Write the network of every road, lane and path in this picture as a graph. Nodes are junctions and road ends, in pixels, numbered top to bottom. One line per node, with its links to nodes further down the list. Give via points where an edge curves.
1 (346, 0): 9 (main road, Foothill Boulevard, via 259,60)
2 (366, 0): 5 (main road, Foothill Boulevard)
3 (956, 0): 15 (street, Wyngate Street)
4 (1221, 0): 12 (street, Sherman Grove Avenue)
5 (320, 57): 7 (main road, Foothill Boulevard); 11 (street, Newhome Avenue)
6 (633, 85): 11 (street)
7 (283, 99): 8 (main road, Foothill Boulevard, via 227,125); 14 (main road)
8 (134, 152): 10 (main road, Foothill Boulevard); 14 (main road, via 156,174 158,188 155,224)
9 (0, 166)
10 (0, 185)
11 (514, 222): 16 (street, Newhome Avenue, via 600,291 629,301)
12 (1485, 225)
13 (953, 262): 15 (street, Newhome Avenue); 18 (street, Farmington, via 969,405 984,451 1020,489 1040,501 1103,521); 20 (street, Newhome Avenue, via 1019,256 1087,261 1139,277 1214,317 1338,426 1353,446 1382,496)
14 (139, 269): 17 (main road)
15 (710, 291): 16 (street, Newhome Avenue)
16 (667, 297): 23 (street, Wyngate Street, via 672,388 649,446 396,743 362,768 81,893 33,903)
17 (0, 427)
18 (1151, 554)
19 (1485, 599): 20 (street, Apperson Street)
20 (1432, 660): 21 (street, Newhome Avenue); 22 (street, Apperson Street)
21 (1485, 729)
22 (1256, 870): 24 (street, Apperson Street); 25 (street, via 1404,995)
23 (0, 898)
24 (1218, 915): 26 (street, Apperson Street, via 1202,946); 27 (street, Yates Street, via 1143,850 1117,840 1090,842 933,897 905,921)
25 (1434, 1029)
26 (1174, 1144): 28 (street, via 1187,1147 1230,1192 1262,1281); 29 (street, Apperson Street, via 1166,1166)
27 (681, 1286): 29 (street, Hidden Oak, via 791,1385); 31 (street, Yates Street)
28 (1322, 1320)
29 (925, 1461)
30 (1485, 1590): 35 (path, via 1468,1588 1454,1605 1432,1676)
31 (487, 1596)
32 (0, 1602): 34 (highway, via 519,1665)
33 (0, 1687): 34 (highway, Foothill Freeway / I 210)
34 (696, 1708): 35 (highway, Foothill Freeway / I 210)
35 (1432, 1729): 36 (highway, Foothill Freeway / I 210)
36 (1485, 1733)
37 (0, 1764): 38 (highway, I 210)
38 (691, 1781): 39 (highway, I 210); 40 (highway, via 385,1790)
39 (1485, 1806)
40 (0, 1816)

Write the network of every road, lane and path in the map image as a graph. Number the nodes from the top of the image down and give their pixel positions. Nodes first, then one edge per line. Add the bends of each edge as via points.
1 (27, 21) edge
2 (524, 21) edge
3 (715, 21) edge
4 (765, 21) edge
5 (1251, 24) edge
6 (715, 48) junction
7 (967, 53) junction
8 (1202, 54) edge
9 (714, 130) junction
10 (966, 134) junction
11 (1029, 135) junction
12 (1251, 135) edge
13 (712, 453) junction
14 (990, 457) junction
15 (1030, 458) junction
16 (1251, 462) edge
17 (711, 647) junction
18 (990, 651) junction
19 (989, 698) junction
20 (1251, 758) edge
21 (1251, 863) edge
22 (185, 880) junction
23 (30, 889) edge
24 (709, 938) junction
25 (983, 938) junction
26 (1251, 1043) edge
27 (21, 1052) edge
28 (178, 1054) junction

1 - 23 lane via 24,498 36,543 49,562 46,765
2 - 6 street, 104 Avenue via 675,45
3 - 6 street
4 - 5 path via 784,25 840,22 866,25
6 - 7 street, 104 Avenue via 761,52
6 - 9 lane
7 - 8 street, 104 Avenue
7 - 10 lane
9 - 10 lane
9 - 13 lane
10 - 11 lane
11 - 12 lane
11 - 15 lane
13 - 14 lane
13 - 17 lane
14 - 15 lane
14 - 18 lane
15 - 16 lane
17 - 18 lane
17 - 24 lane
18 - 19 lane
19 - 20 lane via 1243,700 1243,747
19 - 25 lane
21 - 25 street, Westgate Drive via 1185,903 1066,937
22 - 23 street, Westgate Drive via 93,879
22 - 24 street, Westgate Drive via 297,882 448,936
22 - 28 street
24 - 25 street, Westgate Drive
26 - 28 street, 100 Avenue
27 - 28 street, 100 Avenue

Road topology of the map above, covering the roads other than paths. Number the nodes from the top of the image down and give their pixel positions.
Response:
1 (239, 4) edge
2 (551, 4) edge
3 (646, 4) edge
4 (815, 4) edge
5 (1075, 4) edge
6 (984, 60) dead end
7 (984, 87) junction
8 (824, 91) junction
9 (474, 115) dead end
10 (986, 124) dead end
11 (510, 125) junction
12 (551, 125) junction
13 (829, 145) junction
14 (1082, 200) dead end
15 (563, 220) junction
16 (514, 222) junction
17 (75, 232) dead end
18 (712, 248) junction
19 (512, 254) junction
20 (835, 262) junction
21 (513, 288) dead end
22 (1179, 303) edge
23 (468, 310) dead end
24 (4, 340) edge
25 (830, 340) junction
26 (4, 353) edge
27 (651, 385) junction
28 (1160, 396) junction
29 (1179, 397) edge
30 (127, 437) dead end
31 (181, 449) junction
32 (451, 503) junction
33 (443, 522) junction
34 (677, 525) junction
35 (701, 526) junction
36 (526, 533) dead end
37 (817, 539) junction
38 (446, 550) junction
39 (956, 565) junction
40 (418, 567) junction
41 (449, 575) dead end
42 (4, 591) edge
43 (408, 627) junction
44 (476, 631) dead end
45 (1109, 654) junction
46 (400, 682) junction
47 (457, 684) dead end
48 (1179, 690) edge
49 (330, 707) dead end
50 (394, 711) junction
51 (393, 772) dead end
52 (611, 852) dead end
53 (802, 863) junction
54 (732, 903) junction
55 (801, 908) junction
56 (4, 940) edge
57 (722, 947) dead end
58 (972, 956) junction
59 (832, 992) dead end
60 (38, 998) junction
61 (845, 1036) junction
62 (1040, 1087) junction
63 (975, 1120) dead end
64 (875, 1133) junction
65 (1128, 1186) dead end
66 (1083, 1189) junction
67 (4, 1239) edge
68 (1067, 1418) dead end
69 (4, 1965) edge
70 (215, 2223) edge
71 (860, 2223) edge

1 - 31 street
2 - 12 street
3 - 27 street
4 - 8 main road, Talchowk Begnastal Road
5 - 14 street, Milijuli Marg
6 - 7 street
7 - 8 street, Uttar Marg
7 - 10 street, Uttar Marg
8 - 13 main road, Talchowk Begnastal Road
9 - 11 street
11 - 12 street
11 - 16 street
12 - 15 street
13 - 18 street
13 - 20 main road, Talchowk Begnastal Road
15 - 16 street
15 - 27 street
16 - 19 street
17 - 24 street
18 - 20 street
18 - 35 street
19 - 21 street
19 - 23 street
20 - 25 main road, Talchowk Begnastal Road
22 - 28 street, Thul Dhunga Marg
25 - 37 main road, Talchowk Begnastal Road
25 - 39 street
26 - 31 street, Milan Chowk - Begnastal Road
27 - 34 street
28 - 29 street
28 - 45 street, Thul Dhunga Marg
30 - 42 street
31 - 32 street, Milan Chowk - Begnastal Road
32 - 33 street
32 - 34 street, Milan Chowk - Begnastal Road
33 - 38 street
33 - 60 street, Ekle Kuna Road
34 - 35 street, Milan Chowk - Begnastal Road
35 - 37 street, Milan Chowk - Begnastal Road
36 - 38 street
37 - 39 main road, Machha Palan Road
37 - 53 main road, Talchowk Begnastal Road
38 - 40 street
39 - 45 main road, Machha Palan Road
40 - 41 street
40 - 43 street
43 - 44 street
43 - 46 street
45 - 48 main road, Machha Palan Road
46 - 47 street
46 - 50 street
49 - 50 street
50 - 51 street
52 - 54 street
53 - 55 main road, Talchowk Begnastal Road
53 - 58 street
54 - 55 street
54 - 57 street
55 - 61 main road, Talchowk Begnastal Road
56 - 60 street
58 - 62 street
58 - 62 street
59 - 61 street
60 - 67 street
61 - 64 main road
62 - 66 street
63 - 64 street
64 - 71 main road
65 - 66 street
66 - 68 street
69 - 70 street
______________________________
» **PROBLEM DETAILS**: Could you copy out every line in the listing where the word "Wyngate" appears?

» **TASK RESULT**:
3 (956, 0): 15 (street, Wyngate Street)
16 (667, 297): 23 (street, Wyngate Street, via 672,388 649,446 396,743 362,768 81,893 33,903)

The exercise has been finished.